Patients with chronic pain who are not receiving opioid therapy: Opioid therapy should generally be avoided in opioid-naive patients without cancer or palliative care needs given the limited likelihood of benefit and the considerable evidence of opioid-related harm.[27] Further, clinicians who hope to use the clinical examination to screen for high-risk patients or identify patients able to take opioid analgesics safely should be aware there are no symptoms, signs, or screening tools that appear to be particularly useful, and commonly used screening instruments provide no diagnostic value.[4] Our patient, the carpenter, presented to a physician with persistent pain and anxiety despite several weeks of non-opioid therapy. Overall, the incidence of OUD in the context of pain care is estimated to be 2.8% (range 0.10% to 34.0%).[4] Based on this incidence rate and the results from the earlier systematic review,[4] none of the carpenter’s symptoms or signs are particularly helpful for determining the likelihood of developing prescription OUD, except for his history of alcohol use. A diagnosis of mild alcohol use disorder could be pertinent, for a positive likelihood ratio (LR) range of 6.1 to 17.0, which indicates that if opioids were prescribed he might be at higher risk of developing disordered use (approximately 14.9% to 32.9%). However, since he does not have a psychiatric history and is not on psychiatric medications (positive LR range 2.2 to 5.8), his risk of developing OUD may be somewhat limited (6.0% to 14.3%). Given the extremely broad range of estimates of risk, as well as the limited ability of screening tools to discern high-risk from low-risk patients, it would be at the clinician’s discretion whether a trial of opioid-based therapy would be appropriate. Recent literature has suggested there are limited benefits of opioid-based therapy, so this must be balanced against the risks of OUD and other harm, including overdose.[7]

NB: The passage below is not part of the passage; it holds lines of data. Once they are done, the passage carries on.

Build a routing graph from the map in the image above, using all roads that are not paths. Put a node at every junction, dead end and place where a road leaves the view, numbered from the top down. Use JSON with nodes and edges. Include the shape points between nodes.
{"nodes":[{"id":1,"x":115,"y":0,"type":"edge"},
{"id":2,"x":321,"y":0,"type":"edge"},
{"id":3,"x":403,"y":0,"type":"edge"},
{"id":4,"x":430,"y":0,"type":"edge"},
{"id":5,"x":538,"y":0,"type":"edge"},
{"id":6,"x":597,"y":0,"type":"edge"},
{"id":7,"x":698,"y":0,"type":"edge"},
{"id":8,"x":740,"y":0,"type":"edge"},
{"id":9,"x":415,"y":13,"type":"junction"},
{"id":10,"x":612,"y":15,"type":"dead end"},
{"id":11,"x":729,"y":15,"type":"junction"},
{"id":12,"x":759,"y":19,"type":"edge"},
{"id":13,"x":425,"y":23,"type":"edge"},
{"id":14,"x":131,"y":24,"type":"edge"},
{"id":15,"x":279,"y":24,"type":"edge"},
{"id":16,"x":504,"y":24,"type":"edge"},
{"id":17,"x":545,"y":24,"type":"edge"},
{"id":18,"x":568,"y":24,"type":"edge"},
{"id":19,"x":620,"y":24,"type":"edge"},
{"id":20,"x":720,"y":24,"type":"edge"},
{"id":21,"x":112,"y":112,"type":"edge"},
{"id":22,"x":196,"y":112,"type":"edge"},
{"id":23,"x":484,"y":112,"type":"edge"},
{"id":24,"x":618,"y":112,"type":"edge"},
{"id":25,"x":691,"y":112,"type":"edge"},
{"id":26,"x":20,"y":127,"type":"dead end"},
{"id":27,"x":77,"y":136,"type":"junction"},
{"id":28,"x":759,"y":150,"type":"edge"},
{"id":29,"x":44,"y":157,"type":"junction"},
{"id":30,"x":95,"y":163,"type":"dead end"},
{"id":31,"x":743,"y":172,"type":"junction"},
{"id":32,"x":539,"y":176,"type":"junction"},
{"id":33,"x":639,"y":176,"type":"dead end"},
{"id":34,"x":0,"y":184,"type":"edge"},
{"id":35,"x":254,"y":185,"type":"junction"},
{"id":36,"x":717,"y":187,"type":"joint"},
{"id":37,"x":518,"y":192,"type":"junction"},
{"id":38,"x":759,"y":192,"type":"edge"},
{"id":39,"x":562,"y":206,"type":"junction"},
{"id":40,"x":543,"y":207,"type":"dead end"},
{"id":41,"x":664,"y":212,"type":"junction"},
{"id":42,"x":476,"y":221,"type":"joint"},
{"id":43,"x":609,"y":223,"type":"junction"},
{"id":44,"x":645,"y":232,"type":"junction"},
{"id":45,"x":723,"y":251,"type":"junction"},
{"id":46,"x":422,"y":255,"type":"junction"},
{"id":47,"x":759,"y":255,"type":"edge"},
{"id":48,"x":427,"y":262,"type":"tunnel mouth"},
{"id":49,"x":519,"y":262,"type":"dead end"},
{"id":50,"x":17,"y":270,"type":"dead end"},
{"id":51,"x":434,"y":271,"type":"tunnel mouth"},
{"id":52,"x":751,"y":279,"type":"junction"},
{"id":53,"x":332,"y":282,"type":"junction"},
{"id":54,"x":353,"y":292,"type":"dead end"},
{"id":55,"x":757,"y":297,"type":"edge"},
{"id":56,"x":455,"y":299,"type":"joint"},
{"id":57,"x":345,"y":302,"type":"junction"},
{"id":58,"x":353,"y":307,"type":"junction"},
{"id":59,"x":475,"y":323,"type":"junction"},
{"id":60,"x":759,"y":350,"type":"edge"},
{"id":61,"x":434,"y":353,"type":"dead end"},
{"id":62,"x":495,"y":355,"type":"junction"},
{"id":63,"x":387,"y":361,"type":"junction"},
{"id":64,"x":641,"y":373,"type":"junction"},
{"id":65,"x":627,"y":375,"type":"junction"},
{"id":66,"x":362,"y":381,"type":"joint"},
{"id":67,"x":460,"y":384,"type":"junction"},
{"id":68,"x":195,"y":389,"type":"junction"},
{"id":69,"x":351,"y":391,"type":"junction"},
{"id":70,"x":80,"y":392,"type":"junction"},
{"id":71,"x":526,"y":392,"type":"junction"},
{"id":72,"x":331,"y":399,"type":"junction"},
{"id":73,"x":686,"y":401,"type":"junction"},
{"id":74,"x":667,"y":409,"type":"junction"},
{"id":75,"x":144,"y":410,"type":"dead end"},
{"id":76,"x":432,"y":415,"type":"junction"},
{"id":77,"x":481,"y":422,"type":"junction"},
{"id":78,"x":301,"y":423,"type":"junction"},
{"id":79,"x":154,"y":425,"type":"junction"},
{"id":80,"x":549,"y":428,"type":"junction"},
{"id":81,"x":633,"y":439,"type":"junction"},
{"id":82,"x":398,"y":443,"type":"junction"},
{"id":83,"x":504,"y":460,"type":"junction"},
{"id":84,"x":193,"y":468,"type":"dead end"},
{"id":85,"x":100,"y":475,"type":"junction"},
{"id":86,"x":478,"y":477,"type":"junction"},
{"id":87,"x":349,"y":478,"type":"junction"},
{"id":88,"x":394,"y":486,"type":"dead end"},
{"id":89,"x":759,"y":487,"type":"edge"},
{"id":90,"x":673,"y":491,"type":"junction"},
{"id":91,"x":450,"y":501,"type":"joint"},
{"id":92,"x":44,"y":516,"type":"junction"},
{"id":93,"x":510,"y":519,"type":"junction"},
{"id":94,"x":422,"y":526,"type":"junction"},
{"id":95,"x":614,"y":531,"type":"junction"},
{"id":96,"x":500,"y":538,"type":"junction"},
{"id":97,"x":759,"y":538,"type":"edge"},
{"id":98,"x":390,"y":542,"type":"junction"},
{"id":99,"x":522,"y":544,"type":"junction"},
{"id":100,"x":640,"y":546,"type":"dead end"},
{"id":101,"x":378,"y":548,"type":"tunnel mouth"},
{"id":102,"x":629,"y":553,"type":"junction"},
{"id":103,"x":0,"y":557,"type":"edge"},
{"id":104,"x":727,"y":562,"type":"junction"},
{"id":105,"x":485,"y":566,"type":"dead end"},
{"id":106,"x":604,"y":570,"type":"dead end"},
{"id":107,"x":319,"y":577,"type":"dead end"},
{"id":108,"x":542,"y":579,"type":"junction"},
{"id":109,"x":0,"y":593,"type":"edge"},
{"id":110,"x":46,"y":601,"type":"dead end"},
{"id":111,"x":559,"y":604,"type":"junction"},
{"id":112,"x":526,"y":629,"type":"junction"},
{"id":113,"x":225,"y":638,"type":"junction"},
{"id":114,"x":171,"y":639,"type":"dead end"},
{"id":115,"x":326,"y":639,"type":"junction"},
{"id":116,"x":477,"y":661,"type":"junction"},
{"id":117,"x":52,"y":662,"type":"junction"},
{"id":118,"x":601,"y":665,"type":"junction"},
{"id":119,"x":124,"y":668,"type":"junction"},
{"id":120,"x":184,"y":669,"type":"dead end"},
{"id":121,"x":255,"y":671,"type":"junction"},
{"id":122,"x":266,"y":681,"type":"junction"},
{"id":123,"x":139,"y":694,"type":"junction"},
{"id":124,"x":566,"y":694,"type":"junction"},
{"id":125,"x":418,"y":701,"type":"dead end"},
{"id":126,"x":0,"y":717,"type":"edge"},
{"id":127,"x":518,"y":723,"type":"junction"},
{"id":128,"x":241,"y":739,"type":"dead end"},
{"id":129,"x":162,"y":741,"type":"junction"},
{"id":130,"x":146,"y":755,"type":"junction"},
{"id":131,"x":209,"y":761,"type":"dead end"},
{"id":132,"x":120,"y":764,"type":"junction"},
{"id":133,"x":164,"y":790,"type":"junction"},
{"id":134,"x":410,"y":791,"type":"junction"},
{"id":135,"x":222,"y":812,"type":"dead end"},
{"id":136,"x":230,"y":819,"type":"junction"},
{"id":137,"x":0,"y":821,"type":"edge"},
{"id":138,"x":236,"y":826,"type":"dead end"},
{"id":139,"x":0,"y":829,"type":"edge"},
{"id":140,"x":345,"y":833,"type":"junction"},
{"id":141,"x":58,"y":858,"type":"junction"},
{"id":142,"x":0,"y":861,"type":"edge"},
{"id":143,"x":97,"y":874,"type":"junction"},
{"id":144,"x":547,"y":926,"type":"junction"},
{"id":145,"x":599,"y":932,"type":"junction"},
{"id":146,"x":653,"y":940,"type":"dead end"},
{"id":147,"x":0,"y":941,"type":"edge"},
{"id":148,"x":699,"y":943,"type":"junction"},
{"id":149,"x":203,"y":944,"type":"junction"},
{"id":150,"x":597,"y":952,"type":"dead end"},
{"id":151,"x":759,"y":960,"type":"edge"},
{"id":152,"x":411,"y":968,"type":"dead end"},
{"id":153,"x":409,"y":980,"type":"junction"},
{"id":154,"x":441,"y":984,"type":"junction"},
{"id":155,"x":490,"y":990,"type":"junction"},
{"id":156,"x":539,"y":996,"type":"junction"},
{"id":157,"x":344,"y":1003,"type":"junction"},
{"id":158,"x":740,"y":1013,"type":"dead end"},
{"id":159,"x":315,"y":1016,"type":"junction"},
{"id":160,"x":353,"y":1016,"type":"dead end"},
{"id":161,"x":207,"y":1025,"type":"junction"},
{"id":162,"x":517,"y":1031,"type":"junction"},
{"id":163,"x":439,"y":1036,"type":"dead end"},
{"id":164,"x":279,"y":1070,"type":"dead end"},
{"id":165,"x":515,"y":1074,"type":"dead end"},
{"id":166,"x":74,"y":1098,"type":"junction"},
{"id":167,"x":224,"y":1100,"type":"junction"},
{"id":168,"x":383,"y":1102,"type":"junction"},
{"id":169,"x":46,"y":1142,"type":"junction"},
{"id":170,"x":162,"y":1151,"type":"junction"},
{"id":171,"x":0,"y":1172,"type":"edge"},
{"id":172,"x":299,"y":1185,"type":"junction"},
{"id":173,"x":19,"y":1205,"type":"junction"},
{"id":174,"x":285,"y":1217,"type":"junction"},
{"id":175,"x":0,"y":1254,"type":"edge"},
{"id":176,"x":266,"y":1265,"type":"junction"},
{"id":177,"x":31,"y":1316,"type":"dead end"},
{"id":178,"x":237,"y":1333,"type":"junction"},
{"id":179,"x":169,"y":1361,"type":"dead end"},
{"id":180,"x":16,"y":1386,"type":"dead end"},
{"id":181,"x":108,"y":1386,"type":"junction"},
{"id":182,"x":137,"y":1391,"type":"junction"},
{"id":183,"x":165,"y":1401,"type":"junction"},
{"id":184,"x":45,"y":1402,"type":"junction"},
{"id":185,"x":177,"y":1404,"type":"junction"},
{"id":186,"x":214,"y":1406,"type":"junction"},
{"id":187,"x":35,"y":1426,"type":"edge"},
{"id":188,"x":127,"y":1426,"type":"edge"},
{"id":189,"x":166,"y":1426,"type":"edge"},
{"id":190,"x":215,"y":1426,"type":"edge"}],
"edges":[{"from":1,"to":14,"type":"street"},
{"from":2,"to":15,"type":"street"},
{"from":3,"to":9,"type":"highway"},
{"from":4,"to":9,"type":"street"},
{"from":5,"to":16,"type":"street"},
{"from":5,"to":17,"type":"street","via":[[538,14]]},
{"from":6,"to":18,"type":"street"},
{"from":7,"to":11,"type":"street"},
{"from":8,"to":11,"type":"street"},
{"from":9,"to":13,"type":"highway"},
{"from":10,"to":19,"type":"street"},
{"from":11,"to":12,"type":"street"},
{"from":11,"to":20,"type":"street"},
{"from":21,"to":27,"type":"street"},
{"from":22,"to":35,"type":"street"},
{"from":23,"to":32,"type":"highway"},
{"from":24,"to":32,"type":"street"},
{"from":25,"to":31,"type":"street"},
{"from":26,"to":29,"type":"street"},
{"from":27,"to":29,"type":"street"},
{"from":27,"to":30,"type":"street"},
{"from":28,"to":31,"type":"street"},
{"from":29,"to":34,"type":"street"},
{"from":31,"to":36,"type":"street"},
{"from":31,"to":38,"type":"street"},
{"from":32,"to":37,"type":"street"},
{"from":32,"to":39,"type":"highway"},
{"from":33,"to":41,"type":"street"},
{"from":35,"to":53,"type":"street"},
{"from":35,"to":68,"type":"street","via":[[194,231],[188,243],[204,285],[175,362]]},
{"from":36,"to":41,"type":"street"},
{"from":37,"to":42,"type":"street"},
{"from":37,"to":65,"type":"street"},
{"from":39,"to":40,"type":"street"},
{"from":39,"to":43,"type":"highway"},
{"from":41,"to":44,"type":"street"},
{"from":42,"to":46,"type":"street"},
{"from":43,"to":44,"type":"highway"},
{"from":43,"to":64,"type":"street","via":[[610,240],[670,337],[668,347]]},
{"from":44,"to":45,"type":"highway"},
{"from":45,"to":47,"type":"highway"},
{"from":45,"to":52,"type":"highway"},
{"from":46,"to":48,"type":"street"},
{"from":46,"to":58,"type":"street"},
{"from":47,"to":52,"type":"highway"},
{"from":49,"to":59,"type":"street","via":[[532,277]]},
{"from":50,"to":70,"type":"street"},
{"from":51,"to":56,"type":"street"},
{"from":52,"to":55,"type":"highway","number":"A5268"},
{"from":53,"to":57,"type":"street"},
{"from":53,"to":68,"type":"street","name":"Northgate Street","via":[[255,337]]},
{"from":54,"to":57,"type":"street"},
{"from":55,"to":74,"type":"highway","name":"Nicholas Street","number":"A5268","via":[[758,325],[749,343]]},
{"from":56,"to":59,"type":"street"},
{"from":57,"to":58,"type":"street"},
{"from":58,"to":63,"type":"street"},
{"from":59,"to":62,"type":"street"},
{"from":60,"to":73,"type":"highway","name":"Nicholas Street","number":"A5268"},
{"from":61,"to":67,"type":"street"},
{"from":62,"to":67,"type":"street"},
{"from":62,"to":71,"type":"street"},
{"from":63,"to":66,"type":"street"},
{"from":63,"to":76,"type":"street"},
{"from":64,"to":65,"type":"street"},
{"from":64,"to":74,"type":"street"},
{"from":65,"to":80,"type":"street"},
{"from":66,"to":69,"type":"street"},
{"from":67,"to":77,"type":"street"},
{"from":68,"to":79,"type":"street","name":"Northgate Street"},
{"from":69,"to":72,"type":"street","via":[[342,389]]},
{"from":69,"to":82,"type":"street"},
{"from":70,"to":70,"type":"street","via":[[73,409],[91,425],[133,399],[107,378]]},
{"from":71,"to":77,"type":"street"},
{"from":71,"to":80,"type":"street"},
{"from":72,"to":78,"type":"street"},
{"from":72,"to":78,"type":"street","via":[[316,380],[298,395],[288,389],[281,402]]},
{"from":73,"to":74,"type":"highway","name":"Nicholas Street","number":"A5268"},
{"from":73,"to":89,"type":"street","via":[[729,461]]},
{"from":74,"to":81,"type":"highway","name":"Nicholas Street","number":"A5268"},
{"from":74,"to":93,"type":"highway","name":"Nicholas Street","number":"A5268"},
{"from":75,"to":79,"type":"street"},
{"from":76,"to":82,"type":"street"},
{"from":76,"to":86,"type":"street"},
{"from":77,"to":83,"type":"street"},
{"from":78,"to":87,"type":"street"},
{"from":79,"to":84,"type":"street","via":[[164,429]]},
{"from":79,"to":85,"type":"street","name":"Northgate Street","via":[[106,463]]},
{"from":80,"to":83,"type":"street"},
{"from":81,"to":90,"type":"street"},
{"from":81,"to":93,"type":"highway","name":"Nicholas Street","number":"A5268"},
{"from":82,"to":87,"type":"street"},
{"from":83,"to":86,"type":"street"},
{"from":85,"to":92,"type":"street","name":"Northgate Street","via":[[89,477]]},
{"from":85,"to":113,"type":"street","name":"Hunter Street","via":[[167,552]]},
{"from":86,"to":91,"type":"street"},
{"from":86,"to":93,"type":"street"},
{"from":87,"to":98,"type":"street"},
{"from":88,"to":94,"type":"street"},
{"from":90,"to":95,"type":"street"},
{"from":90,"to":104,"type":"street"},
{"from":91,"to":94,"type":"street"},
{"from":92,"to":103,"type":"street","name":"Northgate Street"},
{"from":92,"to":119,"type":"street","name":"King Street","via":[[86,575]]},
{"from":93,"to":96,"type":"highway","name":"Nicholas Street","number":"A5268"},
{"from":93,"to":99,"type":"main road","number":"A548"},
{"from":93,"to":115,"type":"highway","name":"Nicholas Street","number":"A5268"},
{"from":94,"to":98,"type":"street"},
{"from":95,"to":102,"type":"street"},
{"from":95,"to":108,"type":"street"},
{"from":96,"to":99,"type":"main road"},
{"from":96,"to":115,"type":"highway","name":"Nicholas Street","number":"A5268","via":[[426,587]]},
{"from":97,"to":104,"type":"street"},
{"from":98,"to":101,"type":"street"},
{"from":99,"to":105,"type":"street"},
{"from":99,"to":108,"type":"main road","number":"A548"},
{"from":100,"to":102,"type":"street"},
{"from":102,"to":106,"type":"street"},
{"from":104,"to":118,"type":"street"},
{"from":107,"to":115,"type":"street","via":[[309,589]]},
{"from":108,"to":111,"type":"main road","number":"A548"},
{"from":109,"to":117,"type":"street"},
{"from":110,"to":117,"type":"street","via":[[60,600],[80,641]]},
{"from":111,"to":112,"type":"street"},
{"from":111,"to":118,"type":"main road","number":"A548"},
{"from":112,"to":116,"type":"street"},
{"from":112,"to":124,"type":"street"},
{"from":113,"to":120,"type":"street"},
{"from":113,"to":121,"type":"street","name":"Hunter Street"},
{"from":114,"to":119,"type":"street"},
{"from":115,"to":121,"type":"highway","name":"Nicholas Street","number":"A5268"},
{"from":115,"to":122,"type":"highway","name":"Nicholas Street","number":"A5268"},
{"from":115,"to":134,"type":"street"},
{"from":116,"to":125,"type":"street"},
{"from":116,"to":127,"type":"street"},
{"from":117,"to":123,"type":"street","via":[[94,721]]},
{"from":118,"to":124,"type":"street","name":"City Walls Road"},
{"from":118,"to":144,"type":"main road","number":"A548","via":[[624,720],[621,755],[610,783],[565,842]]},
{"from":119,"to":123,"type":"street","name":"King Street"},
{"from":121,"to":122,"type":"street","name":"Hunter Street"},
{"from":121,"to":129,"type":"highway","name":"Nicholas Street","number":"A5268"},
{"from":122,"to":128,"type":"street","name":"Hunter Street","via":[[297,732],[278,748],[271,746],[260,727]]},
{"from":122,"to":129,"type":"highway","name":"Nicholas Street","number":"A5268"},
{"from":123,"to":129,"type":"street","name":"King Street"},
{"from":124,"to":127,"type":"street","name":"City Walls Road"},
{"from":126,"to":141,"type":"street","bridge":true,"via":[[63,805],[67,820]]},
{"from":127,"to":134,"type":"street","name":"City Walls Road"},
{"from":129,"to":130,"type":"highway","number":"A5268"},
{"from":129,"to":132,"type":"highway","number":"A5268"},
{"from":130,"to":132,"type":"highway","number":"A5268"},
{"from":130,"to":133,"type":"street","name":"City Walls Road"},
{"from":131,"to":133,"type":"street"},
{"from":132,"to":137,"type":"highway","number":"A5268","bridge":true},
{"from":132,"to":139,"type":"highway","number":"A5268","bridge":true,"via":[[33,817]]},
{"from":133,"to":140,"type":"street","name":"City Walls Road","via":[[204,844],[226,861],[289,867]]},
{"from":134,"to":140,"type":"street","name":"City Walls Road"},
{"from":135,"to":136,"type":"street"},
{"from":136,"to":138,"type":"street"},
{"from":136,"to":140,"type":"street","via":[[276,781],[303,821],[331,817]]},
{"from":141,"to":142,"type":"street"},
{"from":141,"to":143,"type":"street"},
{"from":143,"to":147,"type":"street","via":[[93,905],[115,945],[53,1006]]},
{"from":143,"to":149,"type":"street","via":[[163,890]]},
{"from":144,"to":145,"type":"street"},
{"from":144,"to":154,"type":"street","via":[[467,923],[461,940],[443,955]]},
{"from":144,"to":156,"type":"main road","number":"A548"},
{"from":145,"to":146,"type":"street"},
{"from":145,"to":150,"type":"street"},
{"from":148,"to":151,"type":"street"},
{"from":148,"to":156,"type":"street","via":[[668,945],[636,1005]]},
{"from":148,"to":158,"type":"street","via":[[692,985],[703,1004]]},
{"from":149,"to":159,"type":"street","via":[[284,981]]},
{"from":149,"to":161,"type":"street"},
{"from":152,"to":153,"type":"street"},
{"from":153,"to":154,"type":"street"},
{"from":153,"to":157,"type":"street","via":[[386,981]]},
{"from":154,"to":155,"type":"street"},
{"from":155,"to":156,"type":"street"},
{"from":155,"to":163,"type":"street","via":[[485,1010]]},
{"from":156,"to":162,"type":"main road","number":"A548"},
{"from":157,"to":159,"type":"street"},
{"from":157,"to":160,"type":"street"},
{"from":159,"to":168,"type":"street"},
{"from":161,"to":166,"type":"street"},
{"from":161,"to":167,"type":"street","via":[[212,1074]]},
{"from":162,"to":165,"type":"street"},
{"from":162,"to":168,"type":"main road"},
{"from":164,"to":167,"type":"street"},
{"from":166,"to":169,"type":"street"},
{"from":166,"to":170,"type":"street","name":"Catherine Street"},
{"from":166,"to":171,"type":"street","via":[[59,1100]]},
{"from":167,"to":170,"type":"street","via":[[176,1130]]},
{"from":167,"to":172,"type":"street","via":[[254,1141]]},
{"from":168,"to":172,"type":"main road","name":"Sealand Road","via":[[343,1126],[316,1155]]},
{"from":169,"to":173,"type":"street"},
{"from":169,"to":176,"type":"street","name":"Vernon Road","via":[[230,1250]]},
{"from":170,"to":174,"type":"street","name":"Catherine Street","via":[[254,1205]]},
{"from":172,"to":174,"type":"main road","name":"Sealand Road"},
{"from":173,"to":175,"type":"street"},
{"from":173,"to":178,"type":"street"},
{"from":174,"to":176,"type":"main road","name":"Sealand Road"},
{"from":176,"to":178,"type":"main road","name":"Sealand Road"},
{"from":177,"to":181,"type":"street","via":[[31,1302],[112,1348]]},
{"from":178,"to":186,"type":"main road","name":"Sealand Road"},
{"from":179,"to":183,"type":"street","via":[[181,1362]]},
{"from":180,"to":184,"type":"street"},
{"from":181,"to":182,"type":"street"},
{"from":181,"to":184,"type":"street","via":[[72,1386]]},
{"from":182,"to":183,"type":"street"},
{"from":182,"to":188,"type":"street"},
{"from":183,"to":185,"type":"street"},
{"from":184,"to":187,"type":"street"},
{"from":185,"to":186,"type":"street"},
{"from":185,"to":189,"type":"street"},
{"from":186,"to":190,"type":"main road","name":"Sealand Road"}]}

Patients with chronic pain who are receiving opioid therapy: An approach involving individualized care must be employed for patients already using opioids.[27] While the literature suggests that there is potential for improved pain relief and physical functioning with slow opioid withdrawal, new trials are needed to best guide this approach.[28] A decision to withhold opioid therapies must be balanced against the serious risks of exacerbating pain, contributing to opioid withdrawal syndrome, encouraging a transition to street opioid use, and other harms.[25] For instance, a recent study of Medicaid beneficiaries in Vermont who filled daily high-dose opioid prescriptions for at least 90 consecutive days and subsequently discontinued these prescriptions showed that 49% of the beneficiaries had an opioid-related adverse event, defined as a hospitalization or an emergency department visit with a primary or secondary diagnosis of opioid poisoning or substance use disorder.[25] At the same time, given the prevalence of and the risks associated with prescription opioid diversion and misuse,[3] the use of opioid agonist therapy should be increasingly considered when OUD emerges (e.g., a problematic pattern of opioid use leading to clinically significant impairment or distress). Support for this approach is provided by the proven benefits of opioid agonist therapy in the prescription OUD context and evidence that buprenorphine/naloxone may provide analgesia similar to that of full opioid agonists. This approach will require that efforts be redoubled to overcome barriers to opioid agonist therapy, including improving access to OUD care in primary care.[29]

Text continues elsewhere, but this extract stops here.